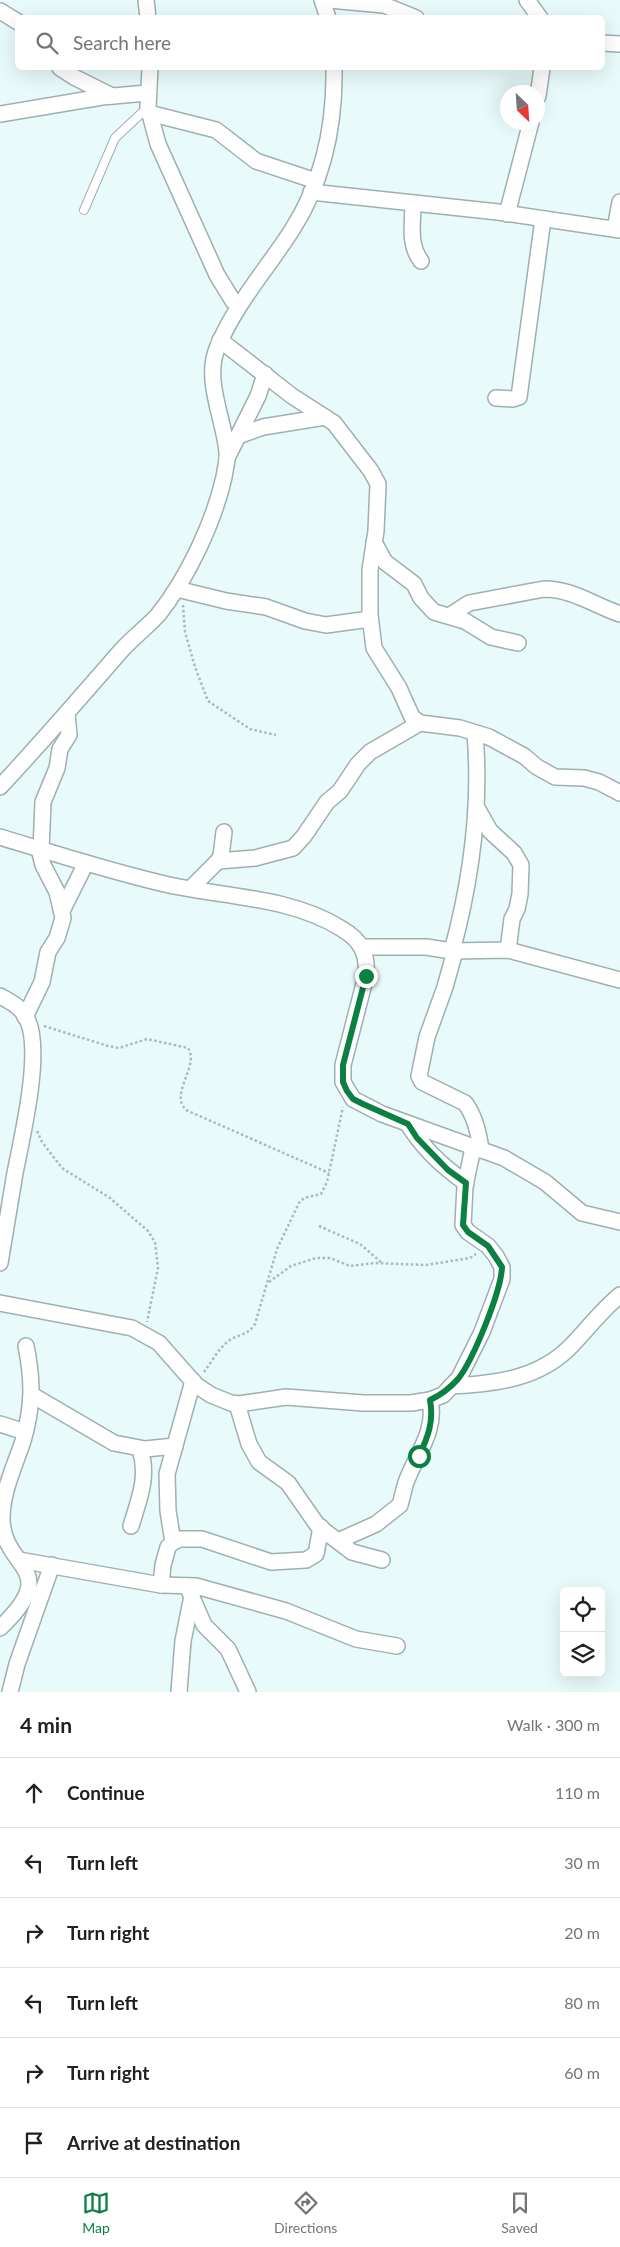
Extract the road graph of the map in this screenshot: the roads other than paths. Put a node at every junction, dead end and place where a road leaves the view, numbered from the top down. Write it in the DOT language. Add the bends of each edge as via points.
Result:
graph roads {
  1 [pos="146,0"];
  2 [pos="322,0"];
  3 [pos="329,0"];
  4 [pos="528,0"];
  5 [pos="0,11"];
  6 [pos="148,15"];
  7 [pos="327,15"];
  8 [pos="409,15"];
  9 [pos="538,15"];
  10 [pos="15,20"];
  11 [pos="605,43"];
  12 [pos="620,44"];
  13 [pos="63,70"];
  14 [pos="150,70"];
  15 [pos="334,70"];
  16 [pos="542,70"];
  17 [pos="540,85"];
  18 [pos="112,96"];
  19 [pos="148,104"];
  20 [pos="0,114"];
  21 [pos="529,130"];
  22 [pos="314,186"];
  23 [pos="620,202"];
  24 [pos="412,203"];
  25 [pos="84,210"];
  26 [pos="507,214"];
  27 [pos="543,219"];
  28 [pos="618,230"];
  29 [pos="422,261"];
  30 [pos="239,306"];
  31 [pos="220,340"];
  32 [pos="265,374"];
  33 [pos="496,398"];
  34 [pos="325,417"];
  35 [pos="238,436"];
  36 [pos="227,459"];
  37 [pos="374,542"];
  38 [pos="181,590"];
  39 [pos="620,614"];
  40 [pos="449,616"];
  41 [pos="370,619"];
  42 [pos="518,643"];
  43 [pos="67,714"];
  44 [pos="420,723"];
  45 [pos="475,733"];
  46 [pos="0,787"];
  47 [pos="620,793"];
  48 [pos="477,808"];
  49 [pos="224,832"];
  50 [pos="0,837"];
  51 [pos="40,849"];
  52 [pos="218,861"];
  53 [pos="86,862"];
  54 [pos="191,888"];
  55 [pos="63,910"];
  56 [pos="363,947"];
  57 [pos="508,950"];
  58 [pos="454,951"];
  59 [pos="620,980"];
  60 [pos="0,996"];
  61 [pos="27,1019"];
  62 [pos="408,1124"];
  63 [pos="477,1149"];
  64 [pos="466,1183"];
  65 [pos="620,1222"];
  66 [pos="0,1263"];
  67 [pos="620,1295"];
  68 [pos="0,1303"];
  69 [pos="26,1346"];
  70 [pos="194,1382"];
  71 [pos="451,1386"];
  72 [pos="32,1396"];
  73 [pos="430,1400"];
  74 [pos="237,1404"];
  75 [pos="58,1411"];
  76 [pos="0,1424"];
  77 [pos="26,1427"];
  78 [pos="175,1446"];
  79 [pos="140,1449"];
  80 [pos="144,1483"];
  81 [pos="168,1485"];
  82 [pos="130,1526"];
  83 [pos="320,1527"];
  84 [pos="2,1532"];
  85 [pos="338,1541"];
  86 [pos="173,1542"];
  87 [pos="19,1560"];
  88 [pos="382,1560"];
  89 [pos="52,1565"];
  90 [pos="161,1585"];
  91 [pos="189,1591"];
  92 [pos="0,1628"];
  93 [pos="397,1646"];
  94 [pos="10,1692"];
  95 [pos="179,1692"];
  96 [pos="248,1692"];
  1 -- 6 [label="street"];
  2 -- 7 [label="street"];
  3 -- 8 [label="street" via="384,5"];
  4 -- 9 [label="street"];
  5 -- 10 [label="street"];
  11 -- 12 [label="street"];
  13 -- 18 [label="street"];
  14 -- 19 [label="street"];
  15 -- 22 [label="street" via="332,127"];
  16 -- 17 [label="street"];
  18 -- 19 [label="street"];
  18 -- 20 [label="street"];
  19 -- 22 [label="street" via="216,130 256,161"];
  19 -- 25 [label="lane" via="115,138"];
  19 -- 30 [label="street" via="158,144 217,275 232,301"];
  21 -- 26 [label="street"];
  22 -- 24 [label="street"];
  22 -- 30 [label="street" via="293,229"];
  23 -- 28 [label="street"];
  24 -- 26 [label="street"];
  24 -- 29 [label="street" via="413,240 416,254"];
  26 -- 27 [label="street"];
  27 -- 28 [label="street"];
  27 -- 33 [label="street" via="519,397"];
  30 -- 31 [label="street"];
  31 -- 32 [label="street"];
  31 -- 36 [label="street" via="212,379"];
  32 -- 34 [label="street"];
  32 -- 35 [label="street"];
  34 -- 35 [label="street" via="263,426"];
  34 -- 37 [label="street" via="350,442 378,484"];
  35 -- 36 [label="street"];
  36 -- 38 [label="street" via="218,500"];
  37 -- 40 [label="street" via="385,562 414,584 427,606 434,612"];
  37 -- 41 [label="street" via="370,570"];
  38 -- 41 [label="street" via="266,607 326,625"];
  38 -- 43 [label="street" via="124,648"];
  39 -- 40 [label="street" via="582,596 544,588 469,603"];
  40 -- 42 [label="street" via="465,621 491,637"];
  41 -- 44 [label="street" via="374,648 399,688 412,717"];
  43 -- 46 [label="street"];
  43 -- 51 [label="street" via="68,735 60,749 57,768 43,802"];
  44 -- 45 [label="street"];
  44 -- 52 [label="street" via="386,742 358,764 293,848 255,858"];
  45 -- 47 [label="street" via="524,756 546,774 592,780"];
  45 -- 48 [label="street"];
  48 -- 57 [label="street" via="490,831 514,853 521,866 520,894 512,919"];
  48 -- 58 [label="street"];
  49 -- 52 [label="street"];
  50 -- 51 [label="street"];
  51 -- 53 [label="street"];
  51 -- 55 [label="street" via="43,865"];
  52 -- 54 [label="street"];
  53 -- 54 [label="street"];
  53 -- 55 [label="street"];
  54 -- 56 [label="street" via="294,908 342,929"];
  55 -- 61 [label="street" via="63,923 48,952 42,982"];
  56 -- 58 [label="street" via="426,947"];
  56 -- 62 [label="street" via="366,976 343,1065 343,1082 353,1099"];
  57 -- 58 [label="street"];
  57 -- 59 [label="street"];
  58 -- 63 [label="street" via="427,1037 419,1076 422,1082 469,1108 474,1120"];
  60 -- 61 [label="street" via="20,1009"];
  61 -- 66 [label="street" via="32,1039 31,1078"];
  62 -- 63 [label="street"];
  62 -- 64 [label="street" via="448,1170"];
  63 -- 64 [label="street"];
  63 -- 65 [label="street" via="527,1170 582,1212"];
  64 -- 71 [label="street" via="463,1225 488,1246 502,1267 502,1279 482,1332"];
  67 -- 71 [label="street" via="557,1359 535,1371 506,1382"];
  68 -- 70 [label="street" via="132,1328 167,1350"];
  69 -- 72 [label="street"];
  70 -- 74 [label="street" via="211,1395"];
  70 -- 78 [label="street"];
  71 -- 73 [label="street" via="443,1395"];
  72 -- 75 [label="street"];
  72 -- 77 [label="street"];
  73 -- 74 [label="street" via="363,1403 286,1397"];
  73 -- 85 [label="street" via="433,1414 428,1437 404,1486 400,1505 376,1524"];
  74 -- 83 [label="street" via="249,1444 259,1462 288,1483"];
  75 -- 77 [label="street"];
  75 -- 79 [label="street" via="114,1443"];
  76 -- 77 [label="street"];
  77 -- 84 [label="street" via="4,1500"];
  78 -- 79 [label="street"];
  78 -- 81 [label="street" via="167,1474"];
  79 -- 80 [label="street"];
  80 -- 81 [label="street"];
  80 -- 82 [label="street"];
  81 -- 86 [label="street"];
  83 -- 85 [label="street"];
  83 -- 86 [label="street" via="316,1554 306,1560 263,1561 202,1539"];
  84 -- 87 [label="street"];
  85 -- 88 [label="street" via="352,1552"];
  86 -- 90 [label="street" via="168,1547"];
  87 -- 89 [label="street"];
  87 -- 92 [label="street" via="30,1582 29,1590"];
  89 -- 90 [label="street"];
  89 -- 94 [label="street" via="19,1656"];
  90 -- 91 [label="street"];
  91 -- 93 [label="street" via="206,1589 286,1611 356,1639"];
  91 -- 95 [label="street"];
  91 -- 96 [label="street" via="204,1625 228,1649"];
}
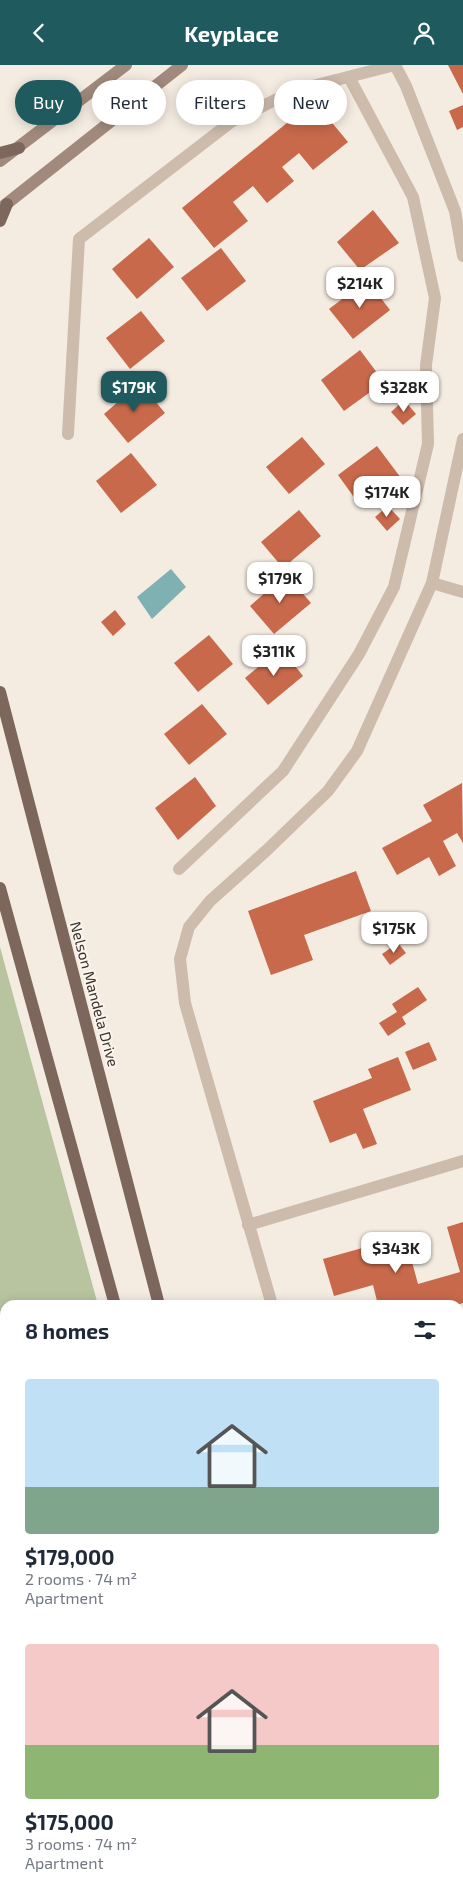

********************

▸ WHAT THE TASK REQUIRES:
From the entries above, copy every line where the word "graph" shows up.

▸ COMPLETED TASK:
Extract the road graph of the map in this screenshot: the roads other than paths. Put a node at every junction, dead end and place where a road leaves the view, numbered from the top down. Write it in the DOT language. Add the bends of each edge as via points.
graph roads {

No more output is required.